Brother’s service centre did not return my calls, so, out of curiosity, I emailed their biggest competitor, after reading the documents in their box: The EULA seems to mean I can only load drivers on ONE computer, even though this is sold (and described on the packaging) as a network shareable printer. Please confirm: am I permitted to load (a) drivers and (b) bundled software on all of the computers on my home network?
Support replied:
Your printer supports USB and Ethernet(network) connectivity. If you need further assistance, please reply to this message and we will be happy to assist you further.
Since Support sounded so friendly, and had completely missed the point, I tried again: Thank you, Jason. My question is: Am I entitled to install the bundled software on two or more computers on my home network, so they can each use this printer? If not, how can I obtain a licence to do so?
It took a couple of repeats of this cycle to get an answer:
You will be able to install all-in-one software on all the computers in network. If you need further assistance, please reply to this message and we will be happy to assist you further.
What does this mean?
The Good News
I did eventually get a reply that might be construed as authorisation, despite the terms of the EULA.
Bad News
That wasn’t a general in-principle statement applicable to other people.
Worse News
The jurisdictional terms of the EULA are designed to invalidate absolutely anything that conflicts with it. I think the manufacturer narrowly avoided misleading advertising on the one hand and taking unfair advantage on the other (in the terms of http://www.fairtrading.nsw.gov.au/business/runningabusiness.html), so their restriction might be enforceable.

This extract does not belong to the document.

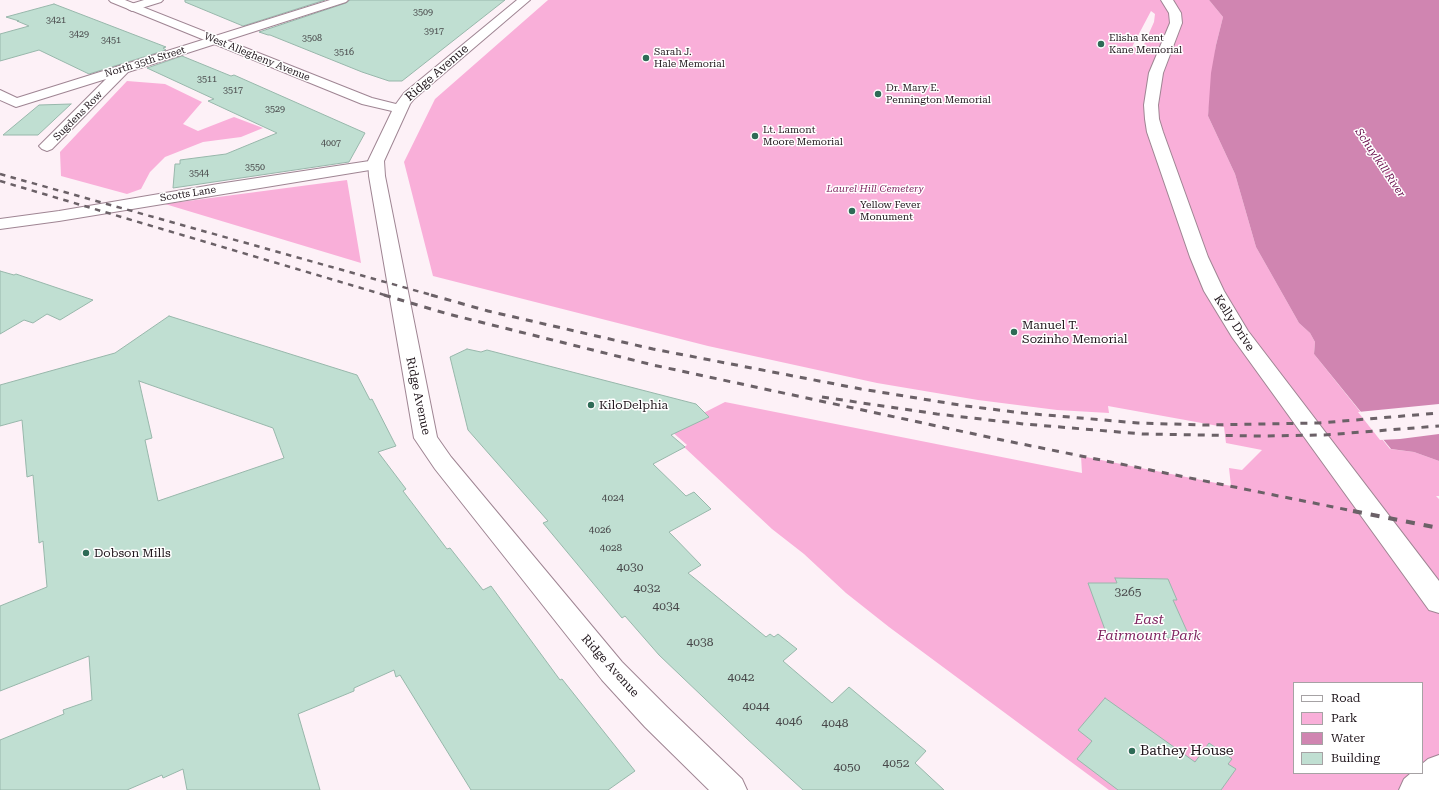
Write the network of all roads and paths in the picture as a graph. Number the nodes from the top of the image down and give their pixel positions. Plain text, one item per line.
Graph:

Courts have some discretion to reinterpret a contract where both parties behave in a way that is inconsistent with the literal wording. There is a wide gap between the behaviour of manufacturers’ agents (encouraging consumers to share printers) and the black-and-white terms of the EULA. Unlike the RIAA, printer manufactuers have competitors so I would be surprised to see them trying to change market expectations by intimidation.
Perhaps the EULA has been left unchanged with its arguably unconscionable and definitely unrealistic terms intact, not because it represents the desire of the company but simply because there is no money to be made from fixing it.